§ Provided data
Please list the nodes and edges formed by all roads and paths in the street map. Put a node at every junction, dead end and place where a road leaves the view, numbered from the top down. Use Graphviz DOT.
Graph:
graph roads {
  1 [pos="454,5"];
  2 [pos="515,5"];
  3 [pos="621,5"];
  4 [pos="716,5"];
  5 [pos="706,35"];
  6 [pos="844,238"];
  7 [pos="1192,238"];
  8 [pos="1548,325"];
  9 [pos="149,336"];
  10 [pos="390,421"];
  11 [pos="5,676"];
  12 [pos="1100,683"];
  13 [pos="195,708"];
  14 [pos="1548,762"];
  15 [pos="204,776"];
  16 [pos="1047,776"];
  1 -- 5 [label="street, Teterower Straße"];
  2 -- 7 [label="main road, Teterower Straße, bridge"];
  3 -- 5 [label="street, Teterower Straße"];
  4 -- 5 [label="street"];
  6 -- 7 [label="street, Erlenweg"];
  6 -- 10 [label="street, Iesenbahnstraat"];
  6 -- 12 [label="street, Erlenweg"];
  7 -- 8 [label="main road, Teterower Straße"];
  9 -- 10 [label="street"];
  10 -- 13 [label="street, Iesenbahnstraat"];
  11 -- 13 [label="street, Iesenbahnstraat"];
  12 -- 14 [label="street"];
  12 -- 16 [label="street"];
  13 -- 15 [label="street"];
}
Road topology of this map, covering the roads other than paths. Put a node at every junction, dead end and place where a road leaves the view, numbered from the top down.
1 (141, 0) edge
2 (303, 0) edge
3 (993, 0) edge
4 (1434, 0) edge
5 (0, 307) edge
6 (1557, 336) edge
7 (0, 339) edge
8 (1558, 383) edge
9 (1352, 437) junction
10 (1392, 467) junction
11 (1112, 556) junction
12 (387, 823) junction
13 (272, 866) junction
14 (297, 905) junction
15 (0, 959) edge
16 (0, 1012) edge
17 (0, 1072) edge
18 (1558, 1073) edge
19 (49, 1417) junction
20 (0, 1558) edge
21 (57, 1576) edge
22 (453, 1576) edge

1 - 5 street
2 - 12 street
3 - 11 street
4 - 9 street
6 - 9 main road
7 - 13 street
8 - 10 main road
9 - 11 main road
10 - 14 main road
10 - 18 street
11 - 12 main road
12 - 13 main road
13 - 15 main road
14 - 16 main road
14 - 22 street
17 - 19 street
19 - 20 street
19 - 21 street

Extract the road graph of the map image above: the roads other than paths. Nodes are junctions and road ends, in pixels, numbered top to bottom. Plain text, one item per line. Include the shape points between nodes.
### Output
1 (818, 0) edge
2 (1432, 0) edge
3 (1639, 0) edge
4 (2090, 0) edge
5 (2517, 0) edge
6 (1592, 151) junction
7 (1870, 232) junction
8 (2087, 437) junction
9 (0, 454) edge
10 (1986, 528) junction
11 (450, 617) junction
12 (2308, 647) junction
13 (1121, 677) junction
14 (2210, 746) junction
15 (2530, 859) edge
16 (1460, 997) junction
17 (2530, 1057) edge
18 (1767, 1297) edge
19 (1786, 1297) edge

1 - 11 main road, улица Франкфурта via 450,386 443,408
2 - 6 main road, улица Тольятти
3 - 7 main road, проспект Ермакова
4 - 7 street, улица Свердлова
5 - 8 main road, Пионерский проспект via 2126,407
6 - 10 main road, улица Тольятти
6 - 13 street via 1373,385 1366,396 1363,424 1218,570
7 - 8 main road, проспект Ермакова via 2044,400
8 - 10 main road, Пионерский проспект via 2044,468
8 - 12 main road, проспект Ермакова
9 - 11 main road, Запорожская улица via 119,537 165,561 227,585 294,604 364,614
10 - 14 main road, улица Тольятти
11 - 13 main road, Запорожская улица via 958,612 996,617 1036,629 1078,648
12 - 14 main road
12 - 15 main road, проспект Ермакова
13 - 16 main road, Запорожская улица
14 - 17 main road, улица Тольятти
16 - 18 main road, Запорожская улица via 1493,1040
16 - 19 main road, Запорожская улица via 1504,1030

§ The problem
Retype the material above in full, with nothing altered.

§ Response area
Please list the nodes and edges formed by all roads and paths in the street map. Put a node at every junction, dead end and place where a road leaves the view, numbered from the top down. Use Graphviz DOT.
Graph:
graph roads {
  1 [pos="454,5"];
  2 [pos="515,5"];
  3 [pos="621,5"];
  4 [pos="716,5"];
  5 [pos="706,35"];
  6 [pos="844,238"];
  7 [pos="1192,238"];
  8 [pos="1548,325"];
  9 [pos="149,336"];
  10 [pos="390,421"];
  11 [pos="5,676"];
  12 [pos="1100,683"];
  13 [pos="195,708"];
  14 [pos="1548,762"];
  15 [pos="204,776"];
  16 [pos="1047,776"];
  1 -- 5 [label="street, Teterower Straße"];
  2 -- 7 [label="main road, Teterower Straße, bridge"];
  3 -- 5 [label="street, Teterower Straße"];
  4 -- 5 [label="street"];
  6 -- 7 [label="street, Erlenweg"];
  6 -- 10 [label="street, Iesenbahnstraat"];
  6 -- 12 [label="street, Erlenweg"];
  7 -- 8 [label="main road, Teterower Straße"];
  9 -- 10 [label="street"];
  10 -- 13 [label="street, Iesenbahnstraat"];
  11 -- 13 [label="street, Iesenbahnstraat"];
  12 -- 14 [label="street"];
  12 -- 16 [label="street"];
  13 -- 15 [label="street"];
}
Road topology of this map, covering the roads other than paths. Put a node at every junction, dead end and place where a road leaves the view, numbered from the top down.
1 (141, 0) edge
2 (303, 0) edge
3 (993, 0) edge
4 (1434, 0) edge
5 (0, 307) edge
6 (1557, 336) edge
7 (0, 339) edge
8 (1558, 383) edge
9 (1352, 437) junction
10 (1392, 467) junction
11 (1112, 556) junction
12 (387, 823) junction
13 (272, 866) junction
14 (297, 905) junction
15 (0, 959) edge
16 (0, 1012) edge
17 (0, 1072) edge
18 (1558, 1073) edge
19 (49, 1417) junction
20 (0, 1558) edge
21 (57, 1576) edge
22 (453, 1576) edge

1 - 5 street
2 - 12 street
3 - 11 street
4 - 9 street
6 - 9 main road
7 - 13 street
8 - 10 main road
9 - 11 main road
10 - 14 main road
10 - 18 street
11 - 12 main road
12 - 13 main road
13 - 15 main road
14 - 16 main road
14 - 22 street
17 - 19 street
19 - 20 street
19 - 21 street

Extract the road graph of the map image above: the roads other than paths. Nodes are junctions and road ends, in pixels, numbered top to bottom. Plain text, one item per line. Include the shape points between nodes.
### Output
1 (818, 0) edge
2 (1432, 0) edge
3 (1639, 0) edge
4 (2090, 0) edge
5 (2517, 0) edge
6 (1592, 151) junction
7 (1870, 232) junction
8 (2087, 437) junction
9 (0, 454) edge
10 (1986, 528) junction
11 (450, 617) junction
12 (2308, 647) junction
13 (1121, 677) junction
14 (2210, 746) junction
15 (2530, 859) edge
16 (1460, 997) junction
17 (2530, 1057) edge
18 (1767, 1297) edge
19 (1786, 1297) edge

1 - 11 main road, улица Франкфурта via 450,386 443,408
2 - 6 main road, улица Тольятти
3 - 7 main road, проспект Ермакова
4 - 7 street, улица Свердлова
5 - 8 main road, Пионерский проспект via 2126,407
6 - 10 main road, улица Тольятти
6 - 13 street via 1373,385 1366,396 1363,424 1218,570
7 - 8 main road, проспект Ермакова via 2044,400
8 - 10 main road, Пионерский проспект via 2044,468
8 - 12 main road, проспект Ермакова
9 - 11 main road, Запорожская улица via 119,537 165,561 227,585 294,604 364,614
10 - 14 main road, улица Тольятти
11 - 13 main road, Запорожская улица via 958,612 996,617 1036,629 1078,648
12 - 14 main road
12 - 15 main road, проспект Ермакова
13 - 16 main road, Запорожская улица
14 - 17 main road, улица Тольятти
16 - 18 main road, Запорожская улица via 1493,1040
16 - 19 main road, Запорожская улица via 1504,1030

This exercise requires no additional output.